UK - One of the unions involved in negotiations with the government over changes to the Local Government Pension Scheme (LGPS) has threatened to reconsider its position, after a government minister sent a letter to unions demanding further changes to the funded pension pillar.
The letter, sent by communities and local government minister Eric Pickles, suggested a 10% ceiling for employee contributions, rather than the 9.5% cap agreed between unions in negotiations with the Treasury and Cabinet Office.
Pickles' department has responsibility for the local authority funds and is currently consulting on how best to implement a number of changes aimed at saving the equivalent of 3.2% in contributions.
The letter has since been withdrawn, with chief secretary to the Treasury Danny Alexander admitting that it was not the position agreed in negotiations.
Speaking yesterday after receipt of the letter, GMB secretary for public services Brian Strutton - who has been privy to negotiations over the past 10 months - said: "GMB in local government is reconsidering its position regarding the proposed heads of agreement in the light of the new conditions laid down by Eric Pickles."

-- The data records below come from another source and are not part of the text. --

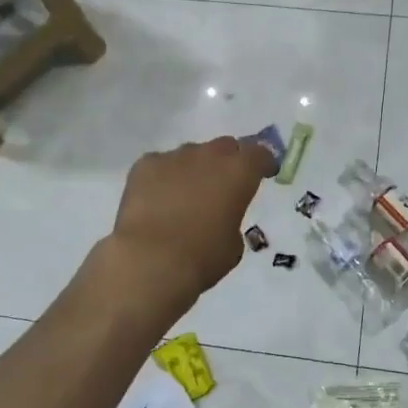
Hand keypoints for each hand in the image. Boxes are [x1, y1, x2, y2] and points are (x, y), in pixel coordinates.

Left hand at [100, 136, 267, 320]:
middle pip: (225, 147)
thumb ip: (232, 219)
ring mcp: (174, 156)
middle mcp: (209, 155)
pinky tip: (156, 200)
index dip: (262, 164)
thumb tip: (220, 216)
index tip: (262, 174)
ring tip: (184, 196)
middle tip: (222, 186)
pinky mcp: (145, 164)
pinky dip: (163, 178)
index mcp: (239, 172)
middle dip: (227, 162)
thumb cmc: (203, 258)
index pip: (259, 154)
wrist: (151, 261)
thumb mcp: (234, 245)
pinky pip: (160, 165)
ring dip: (194, 170)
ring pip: (190, 155)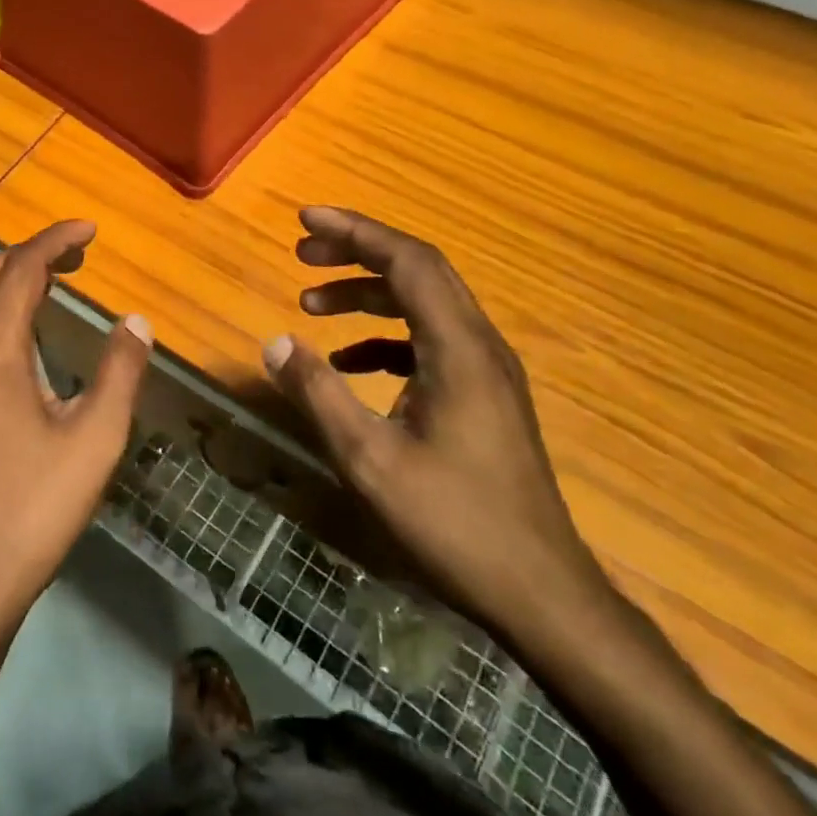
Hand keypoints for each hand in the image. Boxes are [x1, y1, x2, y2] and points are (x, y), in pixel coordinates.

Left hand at [0, 220, 152, 655]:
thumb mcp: (94, 442)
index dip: (55, 240)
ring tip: (40, 300)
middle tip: (71, 264)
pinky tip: (0, 357)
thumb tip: (135, 322)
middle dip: (28, 256)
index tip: (88, 231)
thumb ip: (120, 372)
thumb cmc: (31, 512)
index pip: (22, 268)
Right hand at [263, 206, 603, 640]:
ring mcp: (485, 371)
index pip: (408, 260)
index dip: (355, 231)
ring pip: (422, 305)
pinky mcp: (483, 397)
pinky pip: (428, 341)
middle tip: (303, 252)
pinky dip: (382, 337)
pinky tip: (348, 364)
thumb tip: (274, 342)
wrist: (542, 595)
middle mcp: (478, 345)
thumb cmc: (454, 523)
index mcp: (457, 348)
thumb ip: (318, 394)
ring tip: (311, 303)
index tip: (305, 220)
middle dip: (357, 252)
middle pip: (418, 271)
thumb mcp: (369, 460)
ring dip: (367, 294)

Unite, the UK's largest union added that it had been "surprised" by the Pickles letter. In a statement, it added: "In light of this confusion, we therefore suspend our agreement and now seek an urgent meeting with government to establish an agreed way forward."
Addressing the now-jeopardised agreement outlined by Alexander yesterday in the House of Commons, Barry McKay of Hymans Robertson's Glasgow office noted that it would still mean an increase in employee contributions to those in enrolled in LGPS.
McKay added that a number of schemes he had spoken to were "not keen" on seeing such an increase, coming in addition to a public sector wage freeze and noting that there was concern about a reduction in active members.
He said that there was also uncertainty about how the agreement would affect funds in Scotland, as all negotiations currently only concerned England and Wales.
McKay said that this disparity was a result of the Scottish schemes conducting triennial valuations a year after the other funds, resulting in a usual one year lag between reforms from Westminster being implemented.
"Scotland does tend to follow what's happened and occasionally has learned from it - tweaking to try and make the scheme fairer to members," he said, noting that reforms introduced by the previous Labour government in 2008 were put in place in 2009 by Scottish local government funds.